▶ ACTIVITY: Search the entries for the word "highway". Copy each line in which it is found.

Saved data entries

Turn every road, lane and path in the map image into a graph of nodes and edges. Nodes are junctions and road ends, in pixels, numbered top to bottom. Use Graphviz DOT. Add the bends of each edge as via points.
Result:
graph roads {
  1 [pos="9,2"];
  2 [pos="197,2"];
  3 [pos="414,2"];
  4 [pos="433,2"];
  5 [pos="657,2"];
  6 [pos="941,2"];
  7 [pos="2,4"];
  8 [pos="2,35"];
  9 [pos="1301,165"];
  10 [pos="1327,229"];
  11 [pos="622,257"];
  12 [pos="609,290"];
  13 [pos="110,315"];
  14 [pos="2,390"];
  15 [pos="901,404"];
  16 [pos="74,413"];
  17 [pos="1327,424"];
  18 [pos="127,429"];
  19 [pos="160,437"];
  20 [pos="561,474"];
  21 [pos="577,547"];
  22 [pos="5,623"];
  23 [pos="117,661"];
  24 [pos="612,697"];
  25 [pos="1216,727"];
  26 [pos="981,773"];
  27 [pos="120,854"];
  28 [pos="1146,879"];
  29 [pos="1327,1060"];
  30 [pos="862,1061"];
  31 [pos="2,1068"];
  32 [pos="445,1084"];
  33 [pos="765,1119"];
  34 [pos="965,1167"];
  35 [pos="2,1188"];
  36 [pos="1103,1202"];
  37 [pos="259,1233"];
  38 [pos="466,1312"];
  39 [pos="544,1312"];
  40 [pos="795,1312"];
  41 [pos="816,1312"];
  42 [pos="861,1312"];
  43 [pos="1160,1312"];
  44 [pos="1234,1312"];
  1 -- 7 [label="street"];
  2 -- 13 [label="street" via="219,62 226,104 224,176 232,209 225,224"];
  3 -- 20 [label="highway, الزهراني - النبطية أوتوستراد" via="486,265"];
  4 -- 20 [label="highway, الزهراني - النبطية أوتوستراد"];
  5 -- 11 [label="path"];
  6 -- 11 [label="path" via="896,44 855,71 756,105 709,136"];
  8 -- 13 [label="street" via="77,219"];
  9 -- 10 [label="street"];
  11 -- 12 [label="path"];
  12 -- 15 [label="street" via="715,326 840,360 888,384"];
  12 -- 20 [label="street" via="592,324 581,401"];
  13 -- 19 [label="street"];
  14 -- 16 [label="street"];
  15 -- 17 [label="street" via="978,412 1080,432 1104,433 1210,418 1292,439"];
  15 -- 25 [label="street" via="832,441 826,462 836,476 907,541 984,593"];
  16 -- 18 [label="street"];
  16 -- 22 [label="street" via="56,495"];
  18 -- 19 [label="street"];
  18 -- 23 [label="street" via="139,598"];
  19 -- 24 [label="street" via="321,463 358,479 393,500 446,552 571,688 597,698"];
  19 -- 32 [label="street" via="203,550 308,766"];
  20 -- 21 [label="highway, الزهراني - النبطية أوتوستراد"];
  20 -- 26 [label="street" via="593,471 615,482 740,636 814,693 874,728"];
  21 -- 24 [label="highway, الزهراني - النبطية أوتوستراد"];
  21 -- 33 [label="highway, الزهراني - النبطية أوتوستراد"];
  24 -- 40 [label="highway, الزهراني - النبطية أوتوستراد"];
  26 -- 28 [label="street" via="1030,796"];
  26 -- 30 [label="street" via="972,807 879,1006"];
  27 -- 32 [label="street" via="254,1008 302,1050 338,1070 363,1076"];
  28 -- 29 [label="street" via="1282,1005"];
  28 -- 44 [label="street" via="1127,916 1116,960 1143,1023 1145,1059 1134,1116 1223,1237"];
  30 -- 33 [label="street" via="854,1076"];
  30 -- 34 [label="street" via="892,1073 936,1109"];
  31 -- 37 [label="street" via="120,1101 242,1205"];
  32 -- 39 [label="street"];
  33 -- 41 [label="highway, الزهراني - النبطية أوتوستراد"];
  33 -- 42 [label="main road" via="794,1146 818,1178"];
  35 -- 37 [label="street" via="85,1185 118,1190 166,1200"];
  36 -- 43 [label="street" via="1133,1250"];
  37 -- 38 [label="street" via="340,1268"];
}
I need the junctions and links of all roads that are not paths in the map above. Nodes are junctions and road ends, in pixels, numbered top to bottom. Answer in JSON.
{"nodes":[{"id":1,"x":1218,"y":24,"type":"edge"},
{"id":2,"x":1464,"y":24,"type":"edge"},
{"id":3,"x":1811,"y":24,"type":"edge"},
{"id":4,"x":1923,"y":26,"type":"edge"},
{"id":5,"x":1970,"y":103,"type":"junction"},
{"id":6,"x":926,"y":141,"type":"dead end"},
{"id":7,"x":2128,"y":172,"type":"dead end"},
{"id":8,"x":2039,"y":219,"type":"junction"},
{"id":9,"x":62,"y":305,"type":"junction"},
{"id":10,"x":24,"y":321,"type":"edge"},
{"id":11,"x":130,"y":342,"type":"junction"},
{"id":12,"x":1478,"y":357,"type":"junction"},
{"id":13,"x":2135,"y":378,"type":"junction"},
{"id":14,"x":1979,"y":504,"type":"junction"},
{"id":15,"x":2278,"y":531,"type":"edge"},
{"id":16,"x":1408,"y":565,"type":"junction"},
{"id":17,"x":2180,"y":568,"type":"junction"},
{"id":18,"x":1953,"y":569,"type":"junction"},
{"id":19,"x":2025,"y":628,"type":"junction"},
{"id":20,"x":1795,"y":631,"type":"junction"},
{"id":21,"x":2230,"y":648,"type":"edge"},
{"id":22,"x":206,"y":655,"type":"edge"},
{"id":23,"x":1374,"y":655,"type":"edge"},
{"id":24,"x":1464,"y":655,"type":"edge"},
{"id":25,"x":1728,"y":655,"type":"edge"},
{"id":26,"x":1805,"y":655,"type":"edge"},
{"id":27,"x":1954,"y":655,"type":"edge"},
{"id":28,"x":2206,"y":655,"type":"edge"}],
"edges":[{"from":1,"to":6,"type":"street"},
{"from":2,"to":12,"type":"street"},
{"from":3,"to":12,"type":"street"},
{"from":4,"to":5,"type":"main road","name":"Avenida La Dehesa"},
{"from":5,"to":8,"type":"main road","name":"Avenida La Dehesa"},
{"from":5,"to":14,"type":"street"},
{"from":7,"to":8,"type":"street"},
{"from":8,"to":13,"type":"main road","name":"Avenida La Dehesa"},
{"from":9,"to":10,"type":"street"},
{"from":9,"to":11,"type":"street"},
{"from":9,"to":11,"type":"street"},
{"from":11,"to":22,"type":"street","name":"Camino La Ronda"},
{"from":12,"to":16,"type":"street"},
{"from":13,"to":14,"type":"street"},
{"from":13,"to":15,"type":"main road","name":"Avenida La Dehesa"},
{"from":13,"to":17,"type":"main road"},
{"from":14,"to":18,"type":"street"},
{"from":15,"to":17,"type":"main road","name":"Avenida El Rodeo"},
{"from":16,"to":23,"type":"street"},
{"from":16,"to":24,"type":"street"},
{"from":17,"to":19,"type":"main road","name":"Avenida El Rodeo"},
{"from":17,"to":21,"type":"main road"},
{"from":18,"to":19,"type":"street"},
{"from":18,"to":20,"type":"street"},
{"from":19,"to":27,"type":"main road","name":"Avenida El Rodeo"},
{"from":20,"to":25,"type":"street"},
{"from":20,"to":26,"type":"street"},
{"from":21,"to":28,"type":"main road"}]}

▶ THE COMPLETED TASK:
  3 -- 20 [label="highway, الزهراني - النبطية أوتوستراد" via="486,265"];
  4 -- 20 [label="highway, الزهراني - النبطية أوتوستراد"];
  20 -- 21 [label="highway, الزهراني - النبطية أوتوستراد"];
  21 -- 24 [label="highway, الزهراني - النبطية أوتوستراد"];
  21 -- 33 [label="highway, الزهراني - النبطية أوتوستراد"];
  24 -- 40 [label="highway, الزهراني - النبطية أوتوستراد"];
  33 -- 41 [label="highway, الزهراني - النبطية أوتوستراد"];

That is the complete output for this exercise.